Your task is to give the number of lines below that contain "Redentor". Give no other text.
====== GIVEN DATA ======
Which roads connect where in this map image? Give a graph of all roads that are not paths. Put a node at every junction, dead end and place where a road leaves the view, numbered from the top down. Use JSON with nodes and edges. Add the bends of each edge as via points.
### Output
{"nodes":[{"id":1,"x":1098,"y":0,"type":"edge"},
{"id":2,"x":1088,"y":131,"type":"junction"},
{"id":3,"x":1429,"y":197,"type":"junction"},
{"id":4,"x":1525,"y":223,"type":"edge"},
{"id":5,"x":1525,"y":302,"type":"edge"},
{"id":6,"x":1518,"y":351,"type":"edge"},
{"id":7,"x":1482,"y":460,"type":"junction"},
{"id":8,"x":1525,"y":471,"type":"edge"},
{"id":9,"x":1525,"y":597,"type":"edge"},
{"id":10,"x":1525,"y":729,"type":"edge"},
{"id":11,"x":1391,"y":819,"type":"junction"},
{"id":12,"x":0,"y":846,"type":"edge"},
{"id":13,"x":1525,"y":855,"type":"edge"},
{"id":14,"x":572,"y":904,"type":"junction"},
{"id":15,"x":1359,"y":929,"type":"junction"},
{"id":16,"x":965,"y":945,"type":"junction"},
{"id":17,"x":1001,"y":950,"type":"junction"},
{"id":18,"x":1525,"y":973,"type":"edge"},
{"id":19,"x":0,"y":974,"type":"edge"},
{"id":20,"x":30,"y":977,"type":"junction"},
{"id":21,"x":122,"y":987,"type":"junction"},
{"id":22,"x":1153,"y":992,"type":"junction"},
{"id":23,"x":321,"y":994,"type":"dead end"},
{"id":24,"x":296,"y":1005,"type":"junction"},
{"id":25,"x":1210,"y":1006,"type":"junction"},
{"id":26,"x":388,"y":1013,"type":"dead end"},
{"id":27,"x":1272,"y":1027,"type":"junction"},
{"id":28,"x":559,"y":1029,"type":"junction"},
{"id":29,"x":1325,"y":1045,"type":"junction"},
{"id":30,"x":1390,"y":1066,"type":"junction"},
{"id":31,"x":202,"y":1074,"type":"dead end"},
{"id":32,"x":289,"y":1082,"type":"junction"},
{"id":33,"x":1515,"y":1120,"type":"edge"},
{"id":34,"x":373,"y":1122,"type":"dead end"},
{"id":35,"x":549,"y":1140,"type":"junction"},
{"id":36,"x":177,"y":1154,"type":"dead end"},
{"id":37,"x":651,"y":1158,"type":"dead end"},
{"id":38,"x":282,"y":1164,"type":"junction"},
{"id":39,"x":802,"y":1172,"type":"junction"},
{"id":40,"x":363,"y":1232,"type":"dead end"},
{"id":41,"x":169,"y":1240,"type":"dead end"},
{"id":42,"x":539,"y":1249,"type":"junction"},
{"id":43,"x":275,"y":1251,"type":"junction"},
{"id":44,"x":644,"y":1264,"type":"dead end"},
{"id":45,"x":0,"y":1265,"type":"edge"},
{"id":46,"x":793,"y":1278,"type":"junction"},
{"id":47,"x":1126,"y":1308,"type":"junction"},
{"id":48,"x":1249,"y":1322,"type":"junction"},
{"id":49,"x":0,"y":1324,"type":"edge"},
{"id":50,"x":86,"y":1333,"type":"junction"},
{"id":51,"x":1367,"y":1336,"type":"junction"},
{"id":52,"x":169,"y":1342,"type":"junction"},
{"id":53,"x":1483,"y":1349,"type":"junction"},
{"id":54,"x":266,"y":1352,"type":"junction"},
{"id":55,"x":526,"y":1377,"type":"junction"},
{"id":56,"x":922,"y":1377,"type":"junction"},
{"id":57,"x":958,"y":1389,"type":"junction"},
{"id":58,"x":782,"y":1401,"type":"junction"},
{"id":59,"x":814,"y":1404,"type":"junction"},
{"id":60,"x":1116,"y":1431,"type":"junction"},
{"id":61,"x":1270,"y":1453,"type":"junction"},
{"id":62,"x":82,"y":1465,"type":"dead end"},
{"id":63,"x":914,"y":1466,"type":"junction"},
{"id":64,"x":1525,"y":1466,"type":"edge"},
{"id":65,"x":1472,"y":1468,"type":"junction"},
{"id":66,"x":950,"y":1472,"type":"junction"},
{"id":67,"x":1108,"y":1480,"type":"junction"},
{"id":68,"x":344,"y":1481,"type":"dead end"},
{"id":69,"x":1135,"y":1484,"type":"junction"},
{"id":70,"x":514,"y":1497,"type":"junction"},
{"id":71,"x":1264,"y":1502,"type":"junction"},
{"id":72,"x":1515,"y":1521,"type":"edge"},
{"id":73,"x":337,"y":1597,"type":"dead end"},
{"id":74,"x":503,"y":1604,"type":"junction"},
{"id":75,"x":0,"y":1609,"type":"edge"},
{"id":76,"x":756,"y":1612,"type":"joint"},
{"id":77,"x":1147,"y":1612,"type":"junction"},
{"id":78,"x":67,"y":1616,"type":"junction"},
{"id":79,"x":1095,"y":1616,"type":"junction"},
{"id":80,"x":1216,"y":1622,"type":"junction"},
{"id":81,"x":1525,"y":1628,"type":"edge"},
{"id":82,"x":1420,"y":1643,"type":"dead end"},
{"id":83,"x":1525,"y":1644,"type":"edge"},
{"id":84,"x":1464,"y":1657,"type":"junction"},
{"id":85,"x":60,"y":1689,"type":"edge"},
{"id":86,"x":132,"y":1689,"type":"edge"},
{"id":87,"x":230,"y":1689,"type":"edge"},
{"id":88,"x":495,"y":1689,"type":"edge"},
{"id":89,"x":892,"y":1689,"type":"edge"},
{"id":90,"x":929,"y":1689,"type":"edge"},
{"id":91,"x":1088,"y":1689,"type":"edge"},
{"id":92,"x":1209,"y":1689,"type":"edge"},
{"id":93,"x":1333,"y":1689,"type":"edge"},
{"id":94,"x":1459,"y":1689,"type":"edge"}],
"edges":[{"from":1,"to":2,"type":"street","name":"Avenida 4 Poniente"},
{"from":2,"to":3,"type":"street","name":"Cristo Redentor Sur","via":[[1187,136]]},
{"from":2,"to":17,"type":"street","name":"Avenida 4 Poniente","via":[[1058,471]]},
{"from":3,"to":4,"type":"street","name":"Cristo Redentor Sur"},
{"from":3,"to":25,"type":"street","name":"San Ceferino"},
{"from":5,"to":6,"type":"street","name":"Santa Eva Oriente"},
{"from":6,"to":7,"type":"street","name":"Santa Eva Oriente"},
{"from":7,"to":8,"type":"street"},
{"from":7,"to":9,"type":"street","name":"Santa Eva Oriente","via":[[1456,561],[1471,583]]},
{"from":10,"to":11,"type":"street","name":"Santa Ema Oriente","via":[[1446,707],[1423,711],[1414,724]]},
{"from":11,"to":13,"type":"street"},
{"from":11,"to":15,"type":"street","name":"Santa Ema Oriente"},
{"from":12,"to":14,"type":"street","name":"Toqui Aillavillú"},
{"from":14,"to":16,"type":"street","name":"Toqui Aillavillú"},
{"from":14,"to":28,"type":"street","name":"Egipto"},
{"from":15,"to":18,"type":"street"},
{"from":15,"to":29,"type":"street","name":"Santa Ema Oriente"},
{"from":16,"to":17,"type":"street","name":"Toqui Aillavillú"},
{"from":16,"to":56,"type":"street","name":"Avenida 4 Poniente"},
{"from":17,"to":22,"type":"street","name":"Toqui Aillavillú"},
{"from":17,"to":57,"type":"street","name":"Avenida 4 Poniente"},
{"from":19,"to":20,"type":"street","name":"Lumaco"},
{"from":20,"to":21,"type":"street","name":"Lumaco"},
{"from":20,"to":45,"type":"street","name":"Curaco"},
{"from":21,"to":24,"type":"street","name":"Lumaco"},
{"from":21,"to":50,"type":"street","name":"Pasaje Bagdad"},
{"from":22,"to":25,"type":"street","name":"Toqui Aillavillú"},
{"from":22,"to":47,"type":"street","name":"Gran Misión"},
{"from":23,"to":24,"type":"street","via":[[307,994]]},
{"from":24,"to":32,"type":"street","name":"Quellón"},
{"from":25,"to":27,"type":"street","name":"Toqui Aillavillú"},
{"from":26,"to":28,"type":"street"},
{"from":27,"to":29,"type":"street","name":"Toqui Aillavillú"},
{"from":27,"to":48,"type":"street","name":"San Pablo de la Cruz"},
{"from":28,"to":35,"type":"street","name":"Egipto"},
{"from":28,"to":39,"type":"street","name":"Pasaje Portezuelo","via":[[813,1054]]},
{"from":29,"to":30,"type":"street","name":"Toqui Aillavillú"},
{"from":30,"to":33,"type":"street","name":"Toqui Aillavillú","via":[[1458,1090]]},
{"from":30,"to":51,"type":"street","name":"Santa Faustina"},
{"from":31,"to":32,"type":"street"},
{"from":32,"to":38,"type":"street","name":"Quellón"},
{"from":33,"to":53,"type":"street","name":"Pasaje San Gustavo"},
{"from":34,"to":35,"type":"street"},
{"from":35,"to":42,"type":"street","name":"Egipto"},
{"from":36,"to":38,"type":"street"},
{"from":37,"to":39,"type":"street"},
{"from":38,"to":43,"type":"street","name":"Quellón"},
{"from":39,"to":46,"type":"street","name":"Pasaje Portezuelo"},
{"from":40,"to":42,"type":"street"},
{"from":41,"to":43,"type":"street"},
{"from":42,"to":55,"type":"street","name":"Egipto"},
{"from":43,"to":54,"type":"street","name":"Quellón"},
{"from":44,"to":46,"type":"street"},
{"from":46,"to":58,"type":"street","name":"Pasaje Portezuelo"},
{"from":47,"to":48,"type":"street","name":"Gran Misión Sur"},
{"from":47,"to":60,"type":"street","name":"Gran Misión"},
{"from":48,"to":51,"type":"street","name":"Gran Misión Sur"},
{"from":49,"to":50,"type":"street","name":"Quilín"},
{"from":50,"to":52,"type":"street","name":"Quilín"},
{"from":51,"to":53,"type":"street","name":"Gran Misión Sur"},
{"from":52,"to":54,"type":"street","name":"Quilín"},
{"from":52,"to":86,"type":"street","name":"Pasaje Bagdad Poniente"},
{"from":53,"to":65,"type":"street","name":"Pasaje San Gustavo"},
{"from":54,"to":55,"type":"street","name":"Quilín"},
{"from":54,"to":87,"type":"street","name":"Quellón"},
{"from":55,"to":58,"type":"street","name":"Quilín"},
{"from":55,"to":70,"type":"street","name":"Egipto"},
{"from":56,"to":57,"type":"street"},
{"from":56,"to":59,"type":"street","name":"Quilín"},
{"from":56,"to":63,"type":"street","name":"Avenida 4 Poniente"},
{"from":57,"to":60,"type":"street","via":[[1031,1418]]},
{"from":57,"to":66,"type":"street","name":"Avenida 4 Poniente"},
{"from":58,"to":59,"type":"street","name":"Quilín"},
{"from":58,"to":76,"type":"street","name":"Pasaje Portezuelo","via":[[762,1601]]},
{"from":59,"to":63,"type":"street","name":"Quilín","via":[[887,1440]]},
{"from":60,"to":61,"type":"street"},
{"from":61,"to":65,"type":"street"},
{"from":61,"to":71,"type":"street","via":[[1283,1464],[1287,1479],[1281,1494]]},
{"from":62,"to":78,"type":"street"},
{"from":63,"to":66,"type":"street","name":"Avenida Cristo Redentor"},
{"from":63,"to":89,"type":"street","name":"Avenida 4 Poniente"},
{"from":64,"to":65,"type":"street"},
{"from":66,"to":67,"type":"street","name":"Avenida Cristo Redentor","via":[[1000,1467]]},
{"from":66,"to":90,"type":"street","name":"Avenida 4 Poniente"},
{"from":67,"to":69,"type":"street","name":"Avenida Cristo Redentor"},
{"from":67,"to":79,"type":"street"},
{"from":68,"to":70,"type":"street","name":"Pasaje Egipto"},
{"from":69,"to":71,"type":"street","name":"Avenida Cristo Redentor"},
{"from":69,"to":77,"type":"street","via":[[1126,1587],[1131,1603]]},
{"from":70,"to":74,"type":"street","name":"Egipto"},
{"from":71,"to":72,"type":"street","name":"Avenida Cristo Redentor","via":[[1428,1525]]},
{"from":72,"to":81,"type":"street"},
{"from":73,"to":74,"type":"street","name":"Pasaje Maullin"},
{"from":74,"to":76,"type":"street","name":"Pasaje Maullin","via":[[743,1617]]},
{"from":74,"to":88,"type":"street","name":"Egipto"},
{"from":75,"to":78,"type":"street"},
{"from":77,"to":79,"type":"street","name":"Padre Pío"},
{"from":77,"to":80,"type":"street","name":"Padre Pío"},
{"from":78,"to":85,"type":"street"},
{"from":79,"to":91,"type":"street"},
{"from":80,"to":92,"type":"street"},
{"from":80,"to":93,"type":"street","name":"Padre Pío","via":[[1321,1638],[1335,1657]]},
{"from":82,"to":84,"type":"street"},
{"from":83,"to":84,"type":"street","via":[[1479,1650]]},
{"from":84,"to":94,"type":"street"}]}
======
- **WRITTEN RESPONSE**: 7